Bateu tudo demasiado certo, por isso eu devia ter desconfiado, ela veio comigo, confiou demasiado fácil, deixou que a tocasse, que a sentisse, que me viciasse, TUDO DEMASIADO FÁCIL- passo as mãos no cabelo um gesto nervoso e descontrolado como o meu tom de voz alto e desnivelado.

- porra mas será que é a mim que o whisky está a bater?!!
o que descreves só me parece bom, aliás é bom saber que o meu irmão mais velho afinal também gosta de um bom rabo de saia- silênciou logo que lhe meto os olhos em cima, levanta as mãos em sinal de rendição e retoma o seu lugar na cadeira- ok ok , no que que a moça tem culpa afinal ?

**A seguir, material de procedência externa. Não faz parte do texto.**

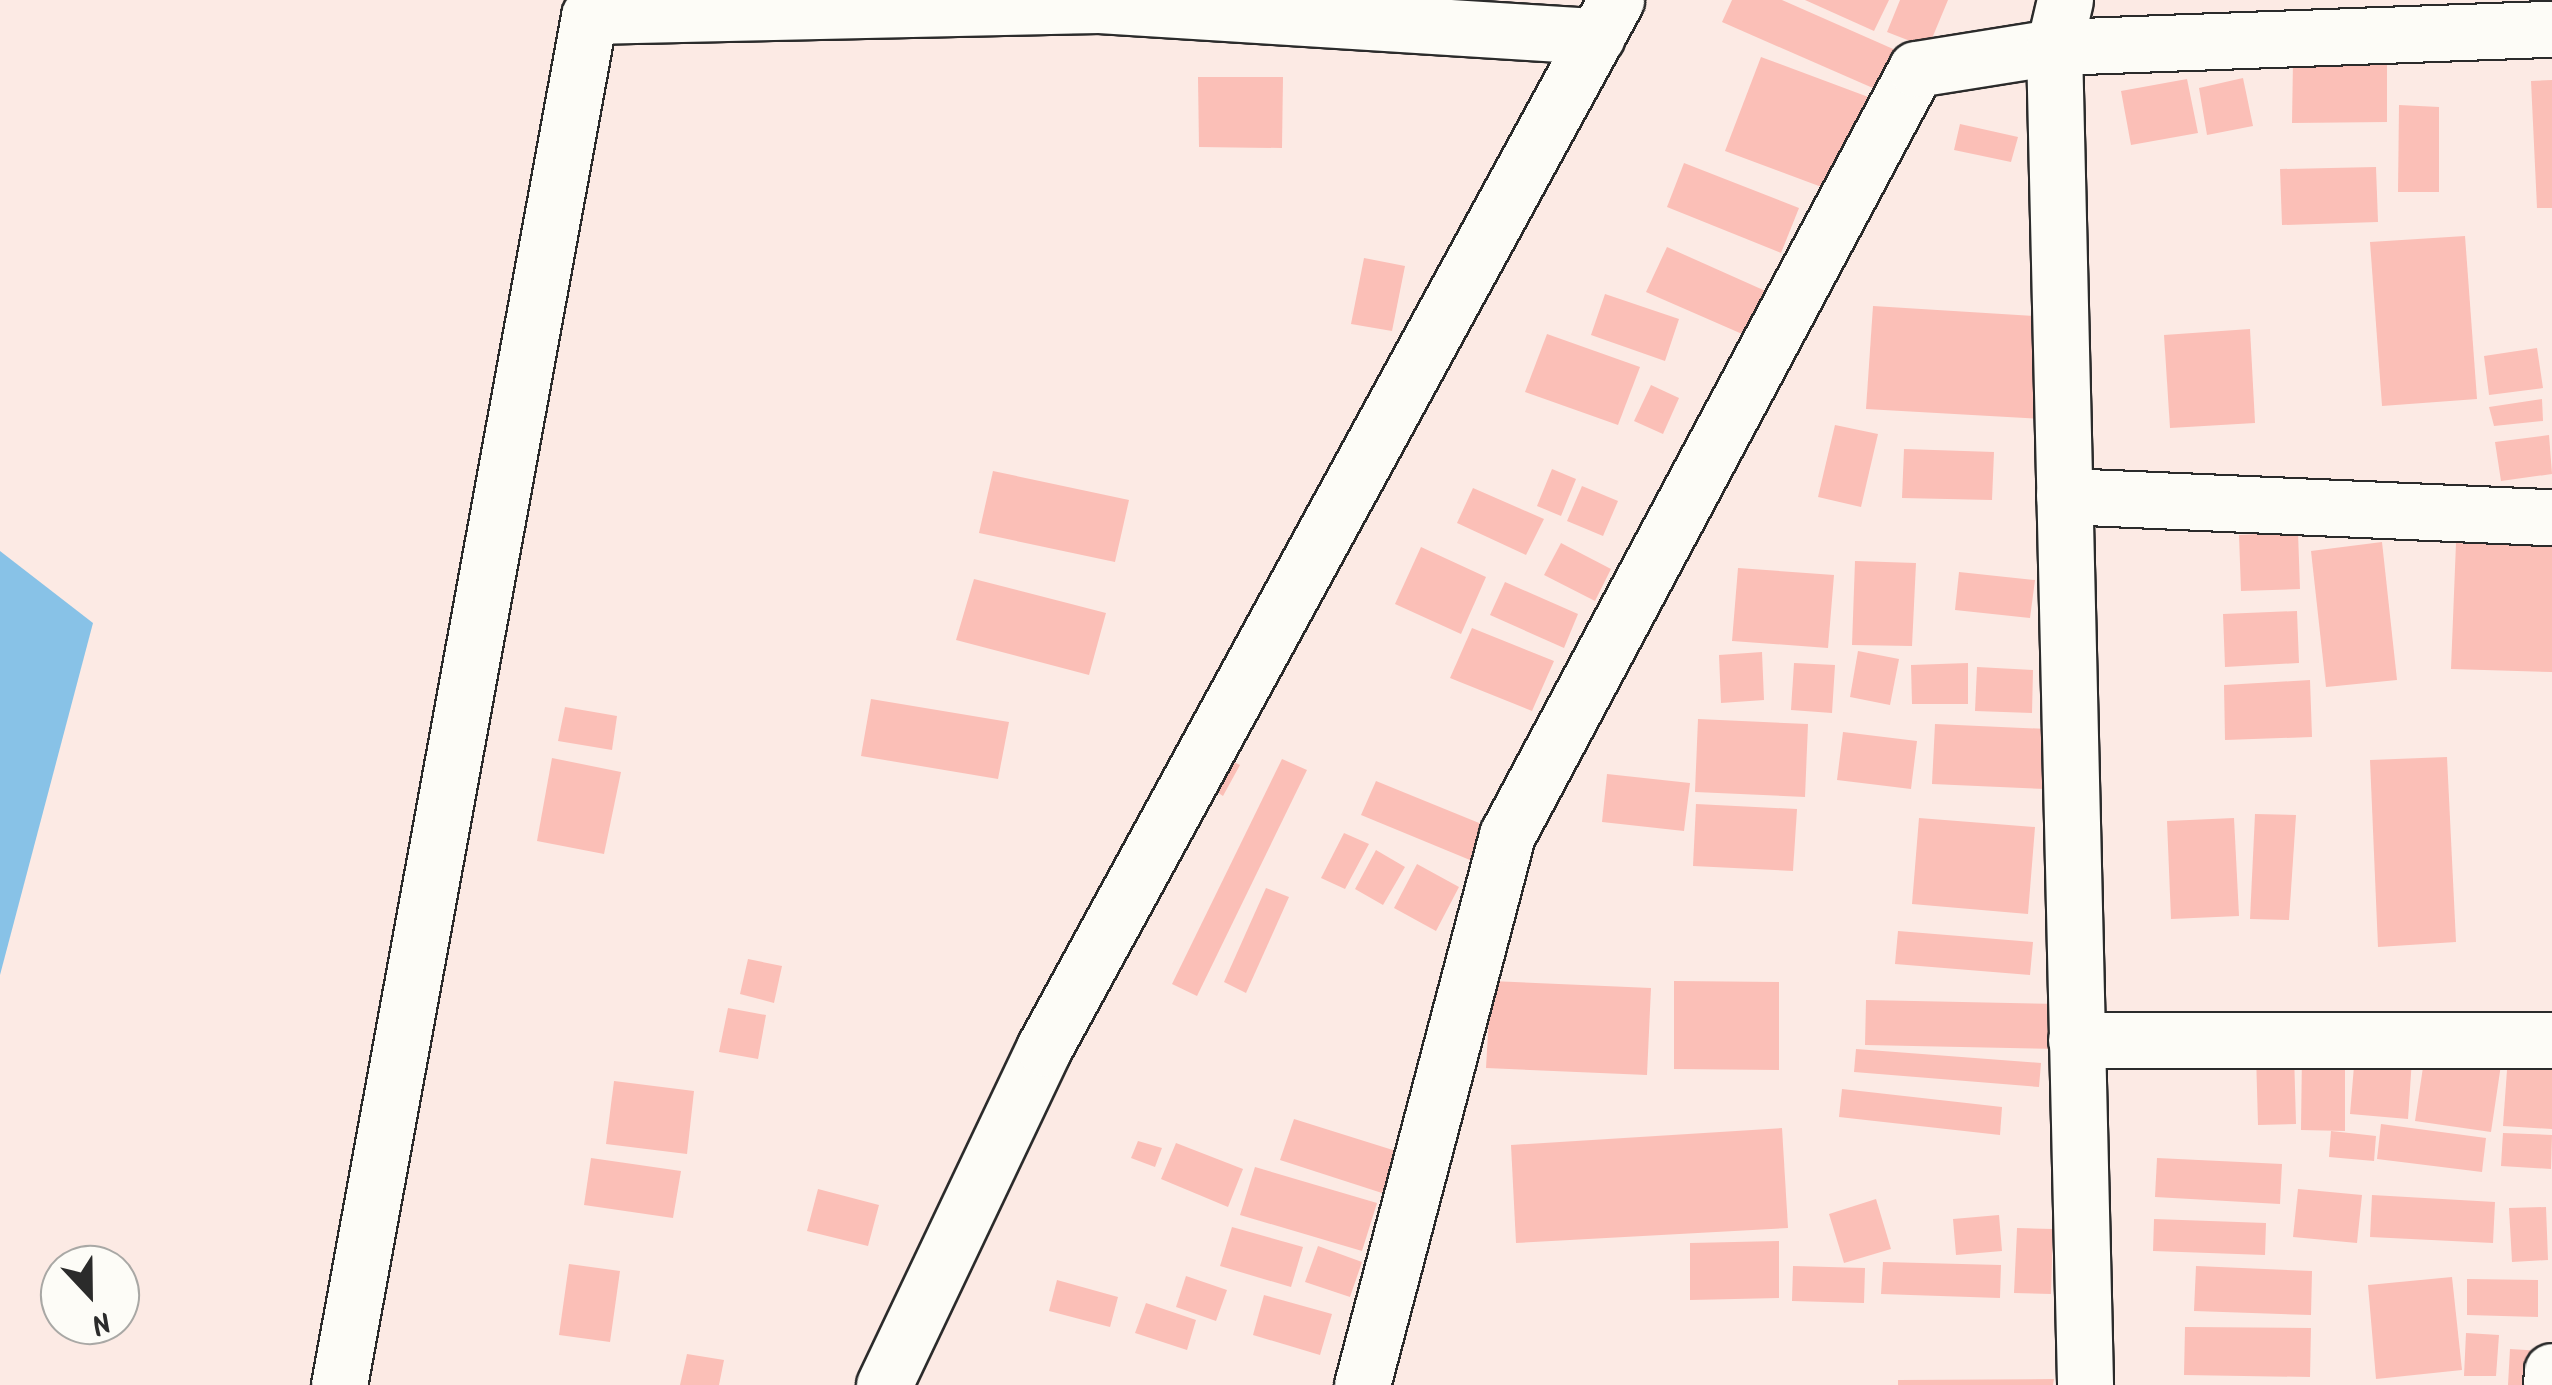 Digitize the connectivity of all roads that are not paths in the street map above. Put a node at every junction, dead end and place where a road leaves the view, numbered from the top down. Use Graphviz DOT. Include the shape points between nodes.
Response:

- Levei-a para a sala segura, ignorei por completo as indicações que tinha, estava distraído, quando a merda explodiu, estavamos lá dentro.- cerro as mãos em punhos diante a memória- elouqueci quando pensei que alguma coisa lhe podia acontecer, antes de sair de lá eu pedi que não saisse dali, que me esperasse. - Quanto mais tempo eu fico aqui, sem ela, mais dói; sinto-me como se eu estivesse morrendo.
O que diabos eu fiz?

- Ela não estava lá meu filho?

- Não mãe, ela não estava lá- falo com amargura.

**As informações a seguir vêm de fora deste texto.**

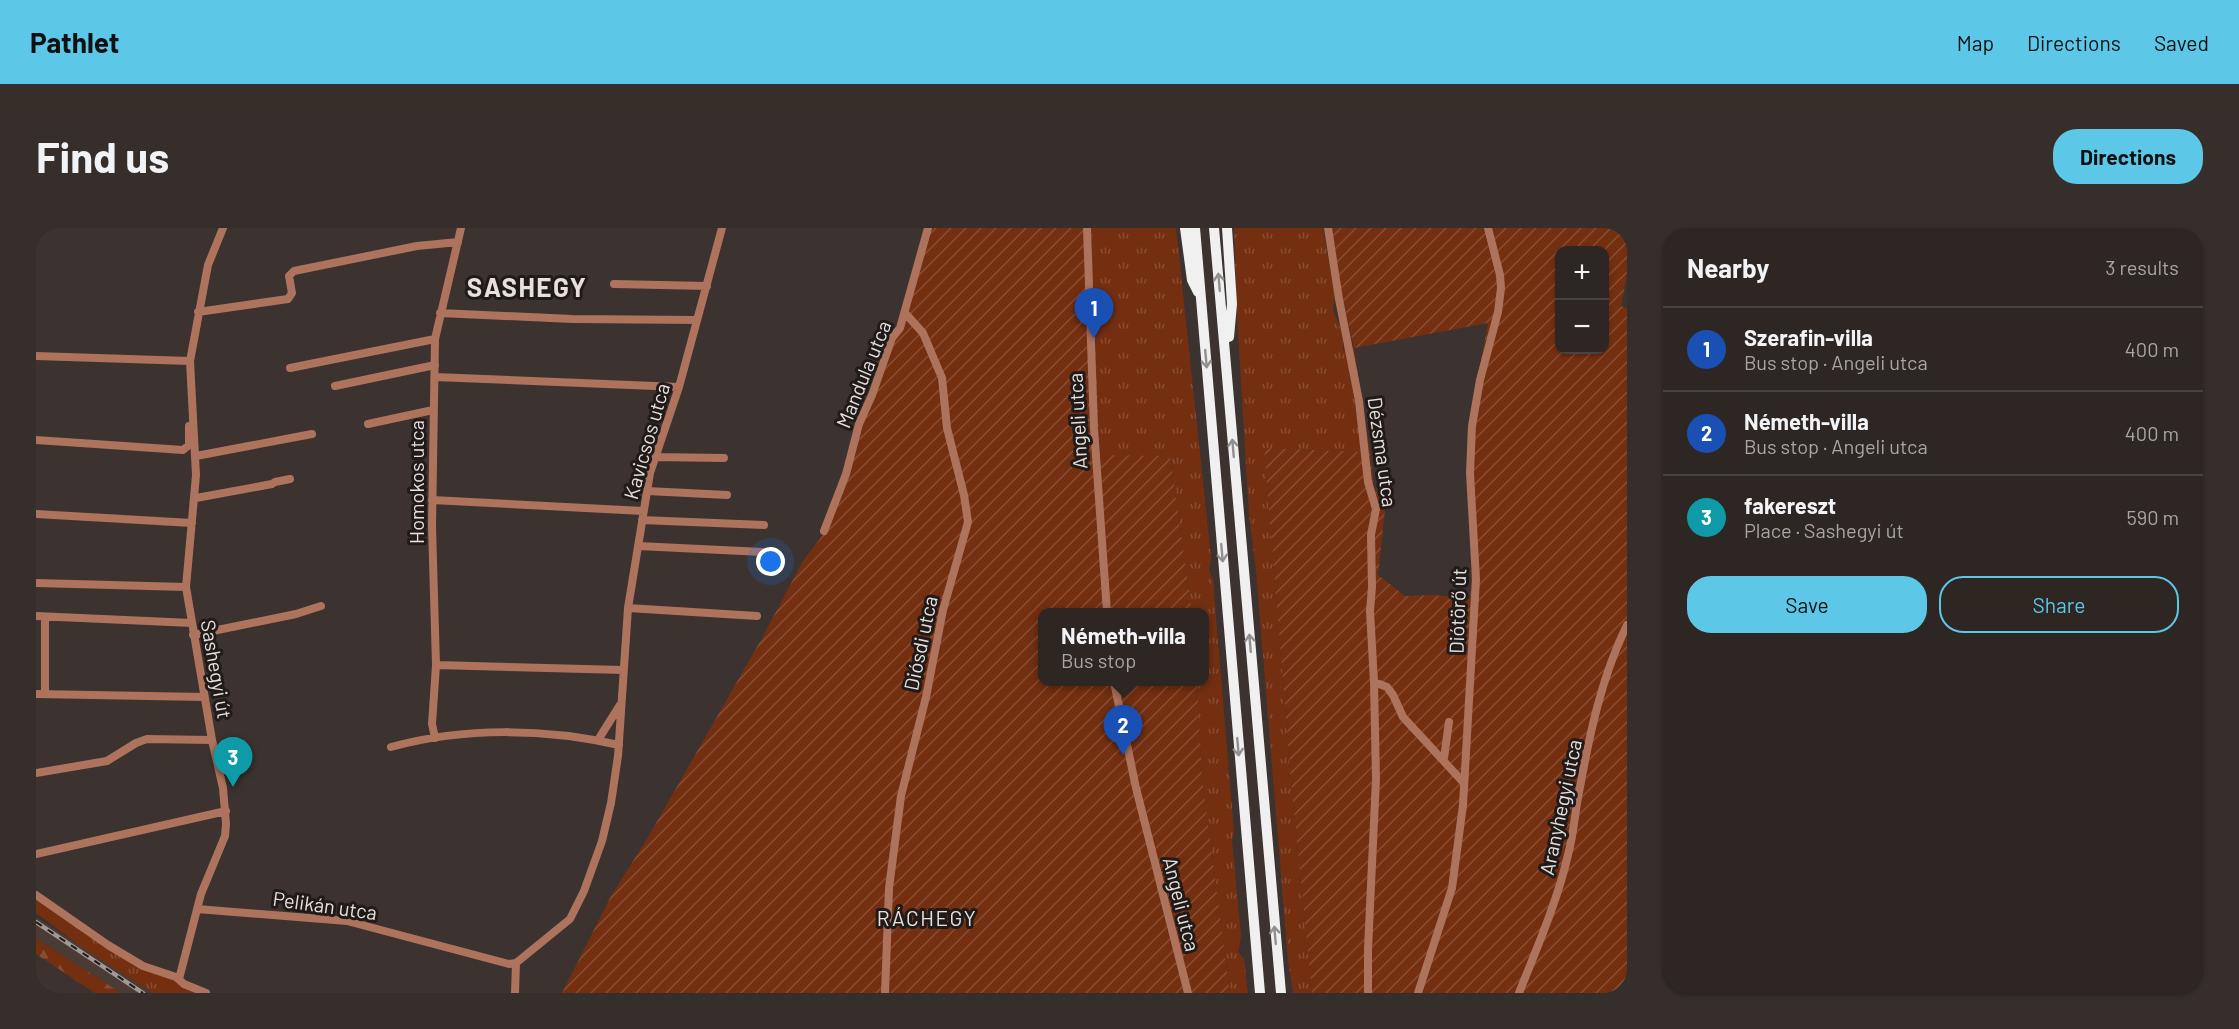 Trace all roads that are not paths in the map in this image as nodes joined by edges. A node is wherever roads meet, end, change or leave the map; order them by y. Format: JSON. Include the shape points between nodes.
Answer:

-E todos aqui sabemos que naquela sala ninguém a conseguia ir buscar, só as nossas digitais abrem o lugar, ou o código de emergência que também só nós sabemos, logo ela saiu, fez o que tinha a fazer e saiu.- recordo a minha busca patética para a encontrar, na esperança de ter saído para encontrar a ruiva, nada, nem ela nem a ruiva foram vistas, tenho a minha equipa atras das duas naturalmente e nada ate então.

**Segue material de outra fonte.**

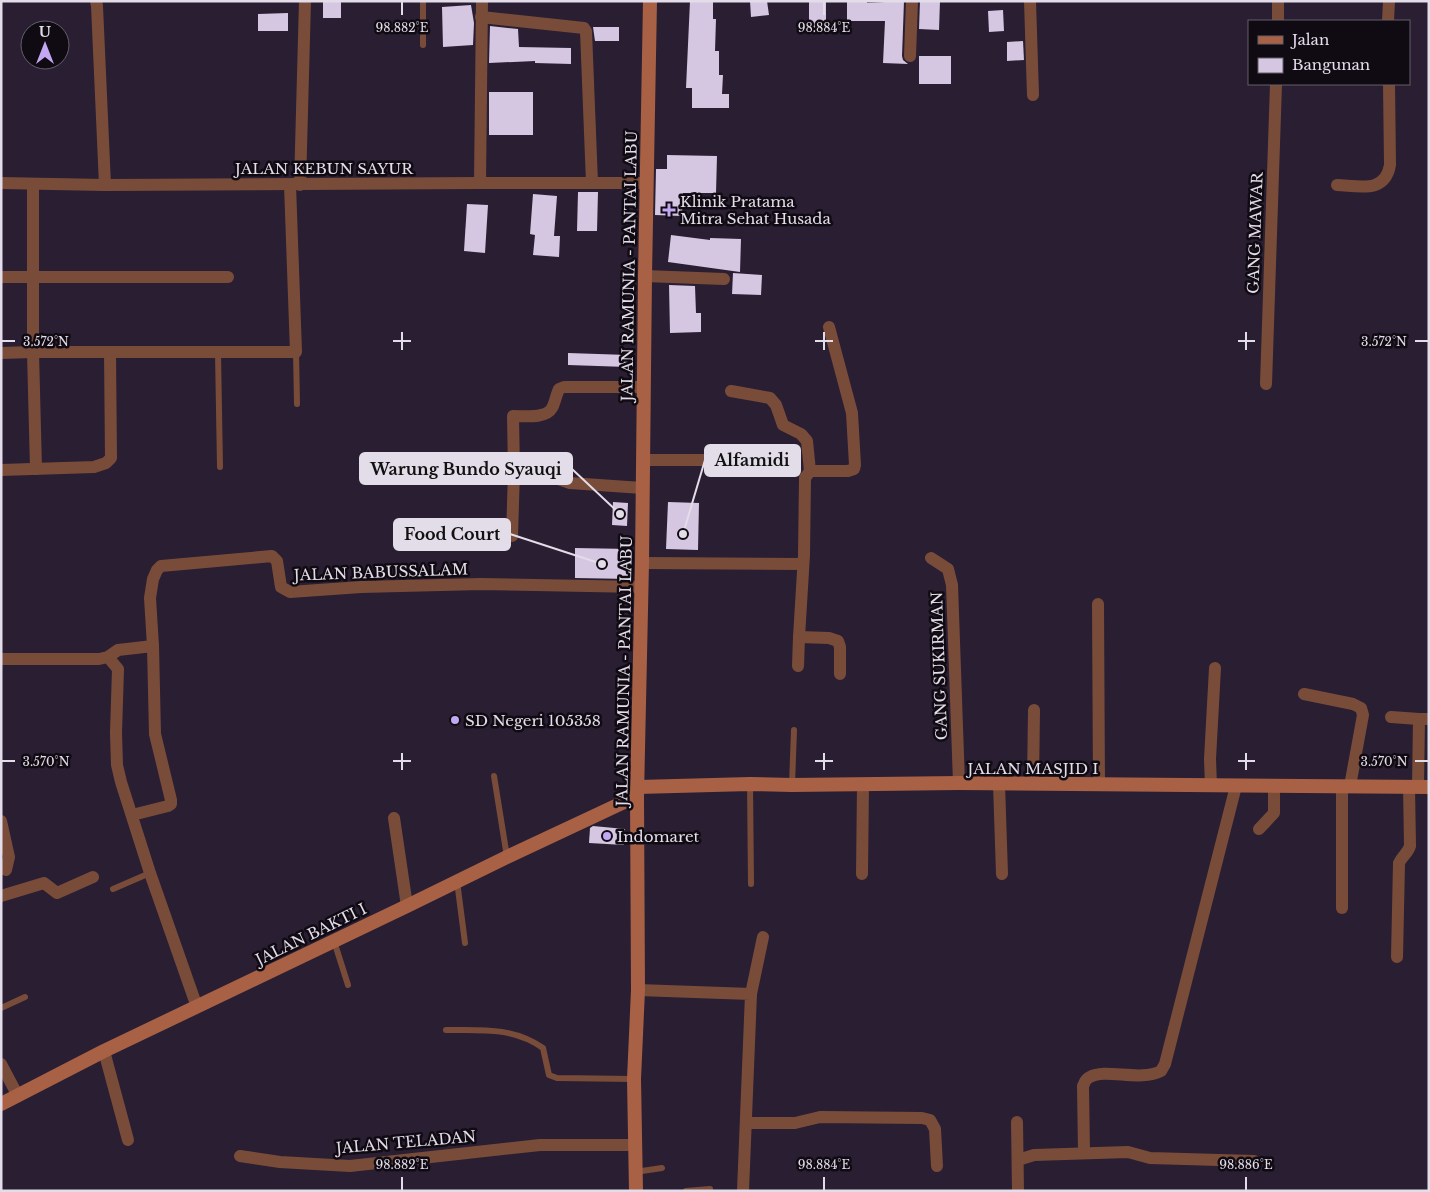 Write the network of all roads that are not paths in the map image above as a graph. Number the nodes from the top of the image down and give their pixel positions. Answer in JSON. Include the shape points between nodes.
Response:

- merda,- percebo que Alfonso não está mais na cadeira á minha frente, anda ao redor da sala, inquieto.

- eu entrei lá, quando saí com a garota do bar- para no meio da fala e procura o meu olhar,- eu usei o código, a maldita diz que tinha frio, que não podia sair sem um agasalho, mas tinha perdido o dela e,... merda merda merda, a gaja enganou-me.

- mas vocês perderam o juízo?
Desde quando se deixam enganar assim? Apolo ainda entendo, ainda tenho as minhas dúvidas de que a menina tenha alguma culpa, devias confiar mais no teu primeiro instinto não é à toa que te tenho há frente dos negócios da família.-as palavras da minha mãe plantam a dúvida.- agora tu Alfonso, essa história cheira a caso logo de cara.

- porra, sei lá as meninas são todas cheias de frescura hoje em dia, mas faz sentido agora, ela nem deixou que a beijasse, foi-se, já nem quis o agasalho, merda, porra.

A pequena onda de alívio corre através de mim com o possibilidade de não ser a minha pequena a culpada. Mas outro pensamento corre mais urgente, se não foi assim então onde estás tu meu anjo?
Uma coisa eu posso ter a certeza.
Não paro até encontrar Samantha. Eu não me importo se eu tivesse que procurar em todo o mundo, se eu tivesse que remover cada pedra, se eu tivesse que arrancar informações de cada pessoa do caralho na terra. Eu vou encontrar-te, resta saber se para cumprir com a minha palavra ou para vingar a família.